Add handling of `usage` to `DAO` generator #25874

eileenmcnaughton · 2023-03-20T00:42:34Z

Overview

Add handling of usage to DAO generator

Before

The use of the DAO field import is overloaded to imply import, export, usable for dedupe matching & a whole bunch of other things I haven't get figured out...

After

new
usage key on fields.

During generation it will ALWAYS be added to the DAOs for each field like

  'usage' => [
     'import' => FALSE,
      'export' => TRUE,
      'duplicate_matching' => FALSE,
      'token' => FALSE,
 ],

If it is not in the xml it will make explicit what was implied anyway - ie

export is TRUE if export or IMPORT is true
import is TRUE if import is true
duplicate_match is TRUE if import is true

Technical Details

I have only included one regenerated DAO with 1 explicit field & the rest 'determined'. I would propose to do the rest of the DAOs as a follow up PR once merged (xmls only need to be updated as needed)
I explicity declared usage for each field. I prefer this explicitness but the counter argument is more file size for tar-balling or more use in memory / serializing
This doesn't add any usage - any potential usage should use in a way that falls back to the key not being there (not necessarily in a notice-free way)
it would be nice if sites could override these the way they do settings - ie easy for a site admin without an extension
I kinda wonder if we want to allow for more nuance later ie

  'usage' => [
     'import' => ['is_available' => FALSE],
      'export' =>  ['is_available' => FALSE], 
     'duplicate_matching' =>  ['is_available' => FALSE],
 ],

Comments

@colemanw as discussed on chat

civibot · 2023-03-20T00:42:37Z

(Standard links)

If you are reviewing this pull-request, you may wish to consult the test sites and the Review Standards (long template, short template).

eileenmcnaughton · 2023-03-20T00:49:34Z

test this please

eileenmcnaughton · 2023-03-20T11:13:10Z

@colemanw I just hit another argument for YAPOM - the import code uses DAO_Import::fields() & then parses to re-format into apiv4 field names (currently unique names but the goal was custom fields too) - because I can't filter apiv4 getFields for import

colemanw · 2023-03-20T13:31:03Z

I like the direction of this. Wish I'd thought of it years ago. As it stands, there's going to be a lot of fudging to accommodate old daos without these flags, but eventually we can add noisy deprecations.

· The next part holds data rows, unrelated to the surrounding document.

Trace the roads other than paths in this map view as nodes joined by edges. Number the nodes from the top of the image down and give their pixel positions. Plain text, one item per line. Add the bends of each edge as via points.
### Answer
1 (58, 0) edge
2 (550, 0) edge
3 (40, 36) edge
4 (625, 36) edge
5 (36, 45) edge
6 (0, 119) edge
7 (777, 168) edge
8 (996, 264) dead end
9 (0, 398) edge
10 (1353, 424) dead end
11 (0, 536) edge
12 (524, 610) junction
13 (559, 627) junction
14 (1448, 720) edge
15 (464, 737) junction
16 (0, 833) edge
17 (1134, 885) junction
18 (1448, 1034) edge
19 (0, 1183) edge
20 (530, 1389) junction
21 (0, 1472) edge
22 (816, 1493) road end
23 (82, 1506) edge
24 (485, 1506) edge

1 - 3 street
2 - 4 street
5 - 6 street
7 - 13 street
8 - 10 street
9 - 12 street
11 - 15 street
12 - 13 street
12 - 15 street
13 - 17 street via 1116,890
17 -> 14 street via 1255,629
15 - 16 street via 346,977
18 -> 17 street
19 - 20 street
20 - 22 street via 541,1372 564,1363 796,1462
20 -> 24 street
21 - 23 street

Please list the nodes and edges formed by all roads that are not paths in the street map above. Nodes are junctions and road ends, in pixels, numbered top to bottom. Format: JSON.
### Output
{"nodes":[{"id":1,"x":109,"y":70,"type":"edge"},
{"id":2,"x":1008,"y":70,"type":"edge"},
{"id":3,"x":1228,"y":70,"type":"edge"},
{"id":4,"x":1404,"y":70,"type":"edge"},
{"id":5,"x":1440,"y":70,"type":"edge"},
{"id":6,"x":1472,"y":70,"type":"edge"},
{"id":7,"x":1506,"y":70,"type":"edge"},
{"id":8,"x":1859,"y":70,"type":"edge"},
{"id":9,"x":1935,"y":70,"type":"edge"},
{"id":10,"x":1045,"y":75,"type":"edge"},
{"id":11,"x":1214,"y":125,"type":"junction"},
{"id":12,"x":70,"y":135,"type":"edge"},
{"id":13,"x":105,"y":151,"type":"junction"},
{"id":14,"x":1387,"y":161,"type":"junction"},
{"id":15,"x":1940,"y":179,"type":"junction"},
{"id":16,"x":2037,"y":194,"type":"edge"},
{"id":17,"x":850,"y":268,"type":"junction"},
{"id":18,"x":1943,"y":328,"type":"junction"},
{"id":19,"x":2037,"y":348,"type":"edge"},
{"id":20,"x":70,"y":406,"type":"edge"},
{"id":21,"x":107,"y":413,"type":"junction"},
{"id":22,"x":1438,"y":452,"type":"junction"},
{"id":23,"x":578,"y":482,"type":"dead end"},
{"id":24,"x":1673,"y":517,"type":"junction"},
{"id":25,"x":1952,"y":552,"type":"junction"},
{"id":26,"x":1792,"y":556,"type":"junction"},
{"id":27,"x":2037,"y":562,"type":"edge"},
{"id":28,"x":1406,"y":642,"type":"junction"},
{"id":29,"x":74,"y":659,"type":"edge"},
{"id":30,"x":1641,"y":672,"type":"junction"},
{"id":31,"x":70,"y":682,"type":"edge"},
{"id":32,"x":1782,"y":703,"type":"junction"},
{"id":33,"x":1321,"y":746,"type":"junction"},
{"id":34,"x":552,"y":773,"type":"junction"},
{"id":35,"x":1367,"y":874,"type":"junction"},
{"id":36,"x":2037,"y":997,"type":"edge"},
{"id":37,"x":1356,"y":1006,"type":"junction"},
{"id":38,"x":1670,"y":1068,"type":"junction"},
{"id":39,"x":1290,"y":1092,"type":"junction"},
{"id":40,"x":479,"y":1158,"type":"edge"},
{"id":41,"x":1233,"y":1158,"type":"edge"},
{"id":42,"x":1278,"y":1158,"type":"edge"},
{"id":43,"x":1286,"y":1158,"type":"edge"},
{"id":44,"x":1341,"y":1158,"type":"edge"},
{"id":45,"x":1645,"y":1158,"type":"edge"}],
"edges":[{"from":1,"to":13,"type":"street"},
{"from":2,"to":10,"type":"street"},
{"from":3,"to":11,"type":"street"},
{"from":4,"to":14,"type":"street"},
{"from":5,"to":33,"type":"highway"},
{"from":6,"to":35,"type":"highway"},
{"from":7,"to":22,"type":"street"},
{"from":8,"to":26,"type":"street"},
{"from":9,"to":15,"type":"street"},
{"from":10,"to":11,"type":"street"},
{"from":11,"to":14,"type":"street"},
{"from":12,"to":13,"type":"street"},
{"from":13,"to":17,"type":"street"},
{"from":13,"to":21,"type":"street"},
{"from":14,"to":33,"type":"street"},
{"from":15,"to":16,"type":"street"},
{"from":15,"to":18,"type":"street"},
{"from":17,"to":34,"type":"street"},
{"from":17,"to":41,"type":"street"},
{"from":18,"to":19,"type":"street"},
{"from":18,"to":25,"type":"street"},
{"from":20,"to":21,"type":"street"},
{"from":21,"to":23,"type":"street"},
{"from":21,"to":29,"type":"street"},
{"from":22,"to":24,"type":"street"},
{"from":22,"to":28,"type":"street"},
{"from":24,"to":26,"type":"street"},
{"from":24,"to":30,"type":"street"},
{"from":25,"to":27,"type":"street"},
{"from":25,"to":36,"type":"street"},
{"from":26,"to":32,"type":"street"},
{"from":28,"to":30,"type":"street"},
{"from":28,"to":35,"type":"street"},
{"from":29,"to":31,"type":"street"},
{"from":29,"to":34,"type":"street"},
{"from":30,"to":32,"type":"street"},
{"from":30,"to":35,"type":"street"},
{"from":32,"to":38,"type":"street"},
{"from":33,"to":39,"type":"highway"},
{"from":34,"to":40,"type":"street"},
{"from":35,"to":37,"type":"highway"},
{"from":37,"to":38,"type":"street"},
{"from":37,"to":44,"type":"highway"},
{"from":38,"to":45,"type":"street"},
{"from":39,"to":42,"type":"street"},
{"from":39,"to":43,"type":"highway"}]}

<import> is one of the most scary/mysterious pieces of metadata in the schema so I've never touched it. It's mighty brave of you to do so @eileenmcnaughton

eileenmcnaughton · 2023-03-20T19:41:24Z

@colemanw do you have any thoughts on the second & last point in the technical details

colemanw · 2023-03-20T19:44:55Z

@eileenmcnaughton I agree with the 2nd point, because not including it for every field leads to ambiguity (does missing data == false or does it mean the dao needs to be regenerated?)

To the last point, I prefer the flatter structure you've got now. We can always add more keys to the array, but I think nesting in more arrays is overkill.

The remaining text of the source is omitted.